Non c’è più caldo, la stagione delle piogge è vicina, ma non potremo godercela»
Reportage dal Ghana: Introduzione
26 gen
Stavo facendo un pò di pulizie sul portatile quando ho scovato alcuni documenti che avevo scritto per un reportage del mio viaggio in Ghana, che però non riuscimmo mai a pubblicare (e un pò me ne rammarico). Rileggerli è stato davvero un piacere, forse anche un segnale per il prossimo futuro.
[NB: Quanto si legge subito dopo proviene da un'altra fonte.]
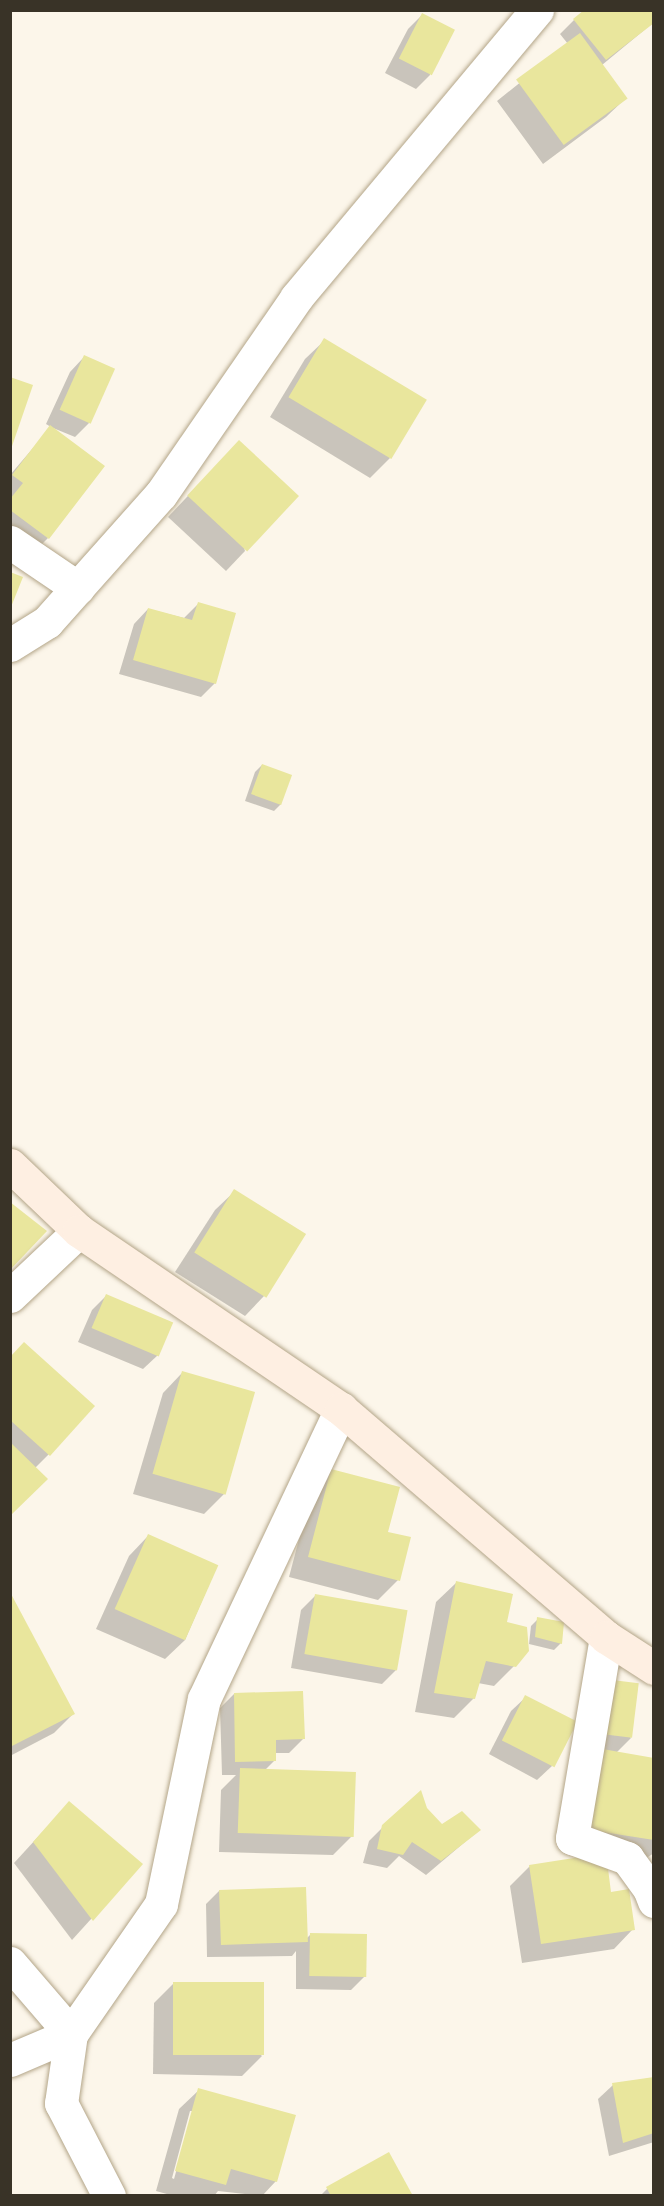 <!DOCTYPE html>
<style>
body{margin:0}
#map{position:relative;width:664px;height:2206px;overflow:hidden;background:#fcf6ea;font-family:Manrope,sans-serif}
div>[style]{position:absolute}
.shadow>*{inset:0;background:#0003}
.building>*{inset:0;background:#e9e69d;transform-origin:0 0}
.roads{filter:drop-shadow(0 0 2px #b3a588) drop-shadow(0 0 2px #b3a588)}
.street>*{height:33px;margin:-16.5px;padding:0 16.5px;transform-origin:16.5px;border-radius:16.5px;background:#fff}
.secondary>*{height:33px;margin:-16.5px;padding:0 16.5px;transform-origin:16.5px;border-radius:16.5px;background:#feefe2}
span{translate:-50% -50%;white-space:nowrap;text-align:center;line-height:1.15;-webkit-text-stroke:5px #fcf6ea;paint-order:stroke}
.frame{position:absolute;inset:0;border:12px solid #393327;pointer-events:none}
</style>
<div id="map">
<div class="shadow">
<div style="clip-path:polygon(422px 15px,430px 75px,416px 89px,385px 73px,408px 29px)"></div>
<div style="clip-path:polygon(574px 20px,654px 22px,602px 65px,626px 98px,606px 117px,543px 164px,497px 101px,568px 44px,560px 34px)"></div>
<div style="clip-path:polygon(325px 340px,390px 458px,370px 478px,270px 417px,305px 359px)"></div>
<div style="clip-path:polygon(84px 357px,89px 423px,75px 437px,53px 428px,48px 538px,34px 552px,10px 535px,10px 475px,51px 427px,46px 424px,70px 372px)"></div>
<div style="clip-path:polygon(220px 462px,245px 551px,226px 571px,168px 517px)"></div>
<div style="clip-path:polygon(198px 604px,215px 683px,201px 697px,119px 674px,134px 624px,148px 609px,184px 618px)"></div>
<div style="clip-path:polygon(262px 765px,281px 804px,274px 811px,245px 801px,255px 772px)"></div>
<div style="clip-path:polygon(235px 1191px,264px 1296px,245px 1316px,175px 1272px,215px 1210px)"></div>
<div style="clip-path:polygon(106px 1296px,171px 1323px,158px 1355px,143px 1369px,78px 1342px,92px 1310px)"></div>
<div style="clip-path:polygon(10px 1358px,49px 1454px,35px 1468px,10px 1514px)"></div>
<div style="clip-path:polygon(182px 1373px,224px 1494px,204px 1514px,133px 1494px,163px 1393px)"></div>
<div style="clip-path:polygon(331px 1471px,386px 1533px,398px 1580px,378px 1600px,289px 1577px,312px 1490px)"></div>
<div style="clip-path:polygon(148px 1536px,217px 1566px,185px 1640px,165px 1659px,96px 1629px,129px 1556px)"></div>
<div style="clip-path:polygon(456px 1583px,505px 1623px,514px 1666px,494px 1686px,478px 1683px,474px 1698px,454px 1718px,415px 1712px,436px 1602px)"></div>
<div style="clip-path:polygon(315px 1596px,397px 1669px,382px 1684px,291px 1668px,301px 1610px)"></div>
<div style="clip-path:polygon(10px 1597px,73px 1714px,54px 1733px,10px 1756px)"></div>
<div style="clip-path:polygon(538px 1619px,561px 1643px,554px 1650px,529px 1644px,531px 1626px)"></div>
<div style="clip-path:polygon(234px 1694px,303px 1739px,289px 1753px,275px 1753px,275px 1760px,264px 1771px,352px 1836px,333px 1855px,219px 1852px,221px 1790px,236px 1775px,222px 1775px,220px 1708px)"></div>
<div style="clip-path:polygon(590px 1695px,631px 1738px,616px 1753px,654px 1760px,654px 1853px,642px 1861px,604px 1855px,610px 1894px,633px 1929px,614px 1949px,522px 1963px,510px 1886px,530px 1866px,603px 1855px,559px 1847px)"></div>
<div style="clip-path:polygon(526px 1697px,552px 1766px,537px 1780px,489px 1754px,511px 1711px)"></div>
<div style="clip-path:polygon(69px 1803px,141px 1864px,72px 1940px,14px 1863px)"></div>
<div style="clip-path:polygon(425px 1809px,442px 1825px,479px 1830px,426px 1875px,399px 1856px,387px 1868px,363px 1863px,369px 1841px,383px 1827px)"></div>
<div style="clip-path:polygon(220px 1890px,306px 1939px,310px 1935px,365px 1976px,351px 1990px,296px 1989px,296px 1951px,292px 1956px,207px 1957px,206px 1904px)"></div>
<div style="clip-path:polygon(174px 1983px,262px 2056px,242px 2076px,153px 2074px,154px 2003px)"></div>
<div style="clip-path:polygon(654px 2079px,654px 2142px,609px 2156px,598px 2099px,613px 2085px)"></div>
<div style="clip-path:polygon(evenodd,199px 2090px,276px 2181px,262px 2196px,218px 2191px,214px 2196px,174px 2196px,156px 2191px,179px 2109px,199px 2090px,190px 2111px,193px 2111px,174px 2179px,172px 2178px,190px 2111px)"></div>
<div style="clip-path:polygon(327px 2189px,412px 2196px,320px 2196px)"></div>
</div>
<div class="building">
<div style="clip-path:polygon(584px 10px,654px 10px,654px 23px,606px 60px,573px 19px)"></div>
<div style="left:422px;top:13px;width:37px;height:51px;rotate:27deg"></div>
<div style="left:580px;top:33px;width:81px;height:79px;rotate:54deg"></div>
<div style="left:324px;top:338px;width:120px;height:69px;rotate:31deg"></div>
<div style="left:84px;top:355px;width:34px;height:60px;rotate:24deg"></div>
<div style="clip-path:polygon(10px 377px,33px 385px,11px 449px,10px 449px)"></div>
<div style="clip-path:polygon(50px 425px,105px 466px,49px 539px,10px 510px,10px 499px,23px 483px,12px 475px)"></div>
<div style="left:239px;top:440px;width:82px;height:76px;rotate:43deg"></div>
<div style="clip-path:polygon(10px 572px,23px 577px,11px 607px,10px 607px)"></div>
<div style="clip-path:polygon(198px 602px,236px 613px,216px 684px,133px 660px,148px 608px,192px 620px)"></div>
<div style="left:262px;top:764px;width:32px;height:32px;rotate:20deg"></div>
<div style="left:234px;top:1189px;width:85px;height:75px;rotate:32deg"></div>
<div style="clip-path:polygon(10px 1202px,47px 1231px,10px 1270px)"></div>
<div style="left:106px;top:1294px;width:73px;height:37px;rotate:23deg"></div>
<div style="clip-path:polygon(24px 1342px,95px 1406px,50px 1456px,10px 1420px,10px 1357px)"></div>
<div style="left:182px;top:1371px;width:76px;height:107px;rotate:16deg"></div>
<div style="clip-path:polygon(10px 1442px,48px 1479px,10px 1516px)"></div>
<div style="clip-path:polygon(331px 1469px,400px 1487px,388px 1532px,411px 1537px,400px 1581px,308px 1557px)"></div>
<div style="left:148px;top:1534px;width:77px;height:82px;rotate:24deg"></div>
<div style="clip-path:polygon(456px 1581px,513px 1594px,507px 1622px,527px 1627px,529px 1651px,516px 1667px,486px 1661px,475px 1699px,434px 1693px)"></div>
<div style="clip-path:polygon(10px 1592px,75px 1714px,10px 1747px)"></div>
<div style="left:315px;top:1594px;width:94px;height:61px;rotate:10deg"></div>
<div style="clip-path:polygon(537px 1617px,564px 1622px,562px 1644px,535px 1637px)"></div>
<div style="left:604px;top:1679px;width:35px;height:55px;rotate:7deg"></div>
<div style="clip-path:polygon(303px 1691px,305px 1739px,276px 1740px,276px 1761px,235px 1762px,234px 1693px)"></div>
<div style="left:525px;top:1695px;width:59px;height:51px;rotate:27deg"></div>
<div style="clip-path:polygon(591px 1747px,654px 1758px,654px 1840px,577px 1828px)"></div>
<div style="left:240px;top:1768px;width:116px;height:65px;rotate:2deg"></div>
<div style="clip-path:polygon(421px 1790px,427px 1808px,442px 1824px,462px 1811px,481px 1830px,441px 1861px,412px 1842px,403px 1855px,377px 1849px,382px 1825px)"></div>
<div style="clip-path:polygon(69px 1801px,143px 1864px,93px 1921px,33px 1842px)"></div>
<div style="clip-path:polygon(606px 1853px,611px 1892px,629px 1889px,635px 1930px,541px 1944px,529px 1865px)"></div>
<div style="left:306px;top:1887px;width:55px;height:87px;rotate:88deg"></div>
<div style="left:310px;top:1933px;width:57px;height:43px;rotate:1deg"></div>
<div style="left:173px;top:1982px;width:91px;height:73px"></div>
<div style="clip-path:polygon(654px 2077px,654px 2133px,623px 2143px,612px 2083px)"></div>
<div style="clip-path:polygon(198px 2088px,296px 2115px,277px 2182px,231px 2169px,226px 2185px,175px 2171px)"></div>
<div style="clip-path:polygon(389px 2152px,413px 2196px,331px 2196px,326px 2187px)"></div>
</div>
<div class="roads">
<div class="street">
<div style="left:10px;top:542px;width:82px;rotate:34.1deg"></div>
<div style="left:10px;top:645px;width:44px;rotate:-31.9deg"></div>
<div style="left:47px;top:622px;width:171px;rotate:-48.3deg"></div>
<div style="left:161px;top:494px;width:238px;rotate:-55.4deg"></div>
<div style="left:296px;top:298px;width:376px;rotate:-50.1deg"></div>
<div style="left:10px;top:1296px;width:95px;rotate:-43.3deg"></div>
<div style="left:606px;top:1637px;width:204px;rotate:99.6deg"></div>
<div style="left:572px;top:1838px;width:59px;rotate:20deg"></div>
<div style="left:627px;top:1858px;width:37px;rotate:54deg"></div>
<div style="left:649px;top:1888px;width:14px;rotate:69deg"></div>
<div style="left:10px;top:1963px;width:94px;rotate:49.3deg"></div>
<div style="left:71px;top:2034px;width:70px;rotate:98.2deg"></div>
<div style="left:61px;top:2103px;width:105px;rotate:62.7deg"></div>
<div style="left:10px;top:2060px;width:66px;rotate:-23.1deg"></div>
<div style="left:71px;top:2034px;width:158px;rotate:-55.3deg"></div>
<div style="left:161px;top:1904px;width:209px;rotate:-78.2deg"></div>
<div style="left:204px;top:1699px;width:321px;rotate:-64.7deg"></div>
</div>
<div class="secondary">
<div style="left:10px;top:1165px;width:95px;rotate:43.7deg"></div>
<div style="left:79px;top:1231px;width:317px;rotate:34.2deg"></div>
<div style="left:341px;top:1409px;width:350px;rotate:40.7deg"></div>
<div style="left:606px;top:1637px;width:57px;rotate:32.9deg"></div>
</div>
</div>
<div class="frame"></div>
</div>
Pian piano pubblicherò i pezzi del reportage che ho scritto io, così non rischierò di perderli di vista come è successo finora.
Dopo il continua c’è l’introduzione al reportage.
«Questo reportage nasce dalla voglia di tirar fuori qualcosa che troppo presto e troppo facilmente annega, forse per paura di corromperne il senso, nei problemi e nelle gioie del quotidiano, ma che sopravvive, silenziosa, in qualche angolo nascosto dell’anima e della memoria, pronta a riemergere quando meno te l’aspetti: in metropolitana, dopo un esame, riascoltando nelle cuffie uno dei tanti pezzi che hanno scandito quelle giornate o in un lussuoso attico milanese giocando, con una carta appallottolata, un calcio spensierato e senza schemi come nella steppaglia di Jirapa.
In questo viaggio si è mosso un gruppo, diverse persone che raccontano le proprie impressioni raccolte sotto un’unica voce narrante. Di volta in volta sorpresa, scorbutica o afflitta. La voce di un volontario virtuale, sintesi arbitraria dei mille capitati in questa regione d’Africa. Pronti per una settimana o mesi a rifiutare, ingenuamente sorprendersi, cambiare. A dare impulso – e a rimorchio – all’avventura voluta da Paul, nato nel Burkina Faso, accolto in un orfanotrofio in Ghana e adottato a due anni da una famiglia italiana. Potendo così studiare, vivendo in Italia, Inghilterra, Stati Uniti, e poi di nuovo in Ghana, dedicandosi agli orfani, quasi a voler chiudere uno dei cerchi della sua vita.
Gli orfani in Ghana, oltre a non avere una famiglia in cui crescere, che in Africa significa minori possibilità di sopravvivere, sono anche vittime di una radicata credenza popolare, che li vede portatori di sfortuna, quindi discriminati, esclusi dalla vita sociale sin da piccolissimi. Paul ha rimesso nella Ray Foundation, l’associazione che ha fondato, un po’ della fortuna che gli è capitata da piccolo, ma ha avuto soprattutto la capacità di coinvolgere sponsor, amici e studenti, con la sua storia, con le sue idee e col suo fare ‘africano’.
E così in poco meno di due anni, a Jirapa, area rurale dell’Upper West Region, la più povera del Ghana, Paul è riuscito a costruire una nuova sede dell’orfanotrofio missionario e un knowledge center, per noi volontari semplicemente il “Centro”, che ospita 40 computer collegati a Internet mediante connessione satellitare, offre servizi di fax e telefonia, stampa e fotocopie, formazione informatica di base e condivide, tramite tecnologia wireless, la connessione ad Internet col vicino ospedale, l’amministrazione locale e la scuola secondaria femminile. I profitti del Centro vengono utilizzati per assicurare agli orfani le cure sanitarie e l’educazione necessaria per inserirsi nella comunità jirapese. Un’idea innovativa, quindi, per facilitare l’innesco di un processo di sviluppo economico e culturale che combatta l’abbandono di queste terre, affranchi le comunità locali dal sostegno esterno e sia un occasione di riscatto per soggetti deboli come gli orfani. E con una strategia precisa: affiancare attività di assistenza e imprenditoriali, raccogliere sul posto necessità e soluzioni, ottenere fondi, realizzare, consolidare e passare la mano ai ghanesi.»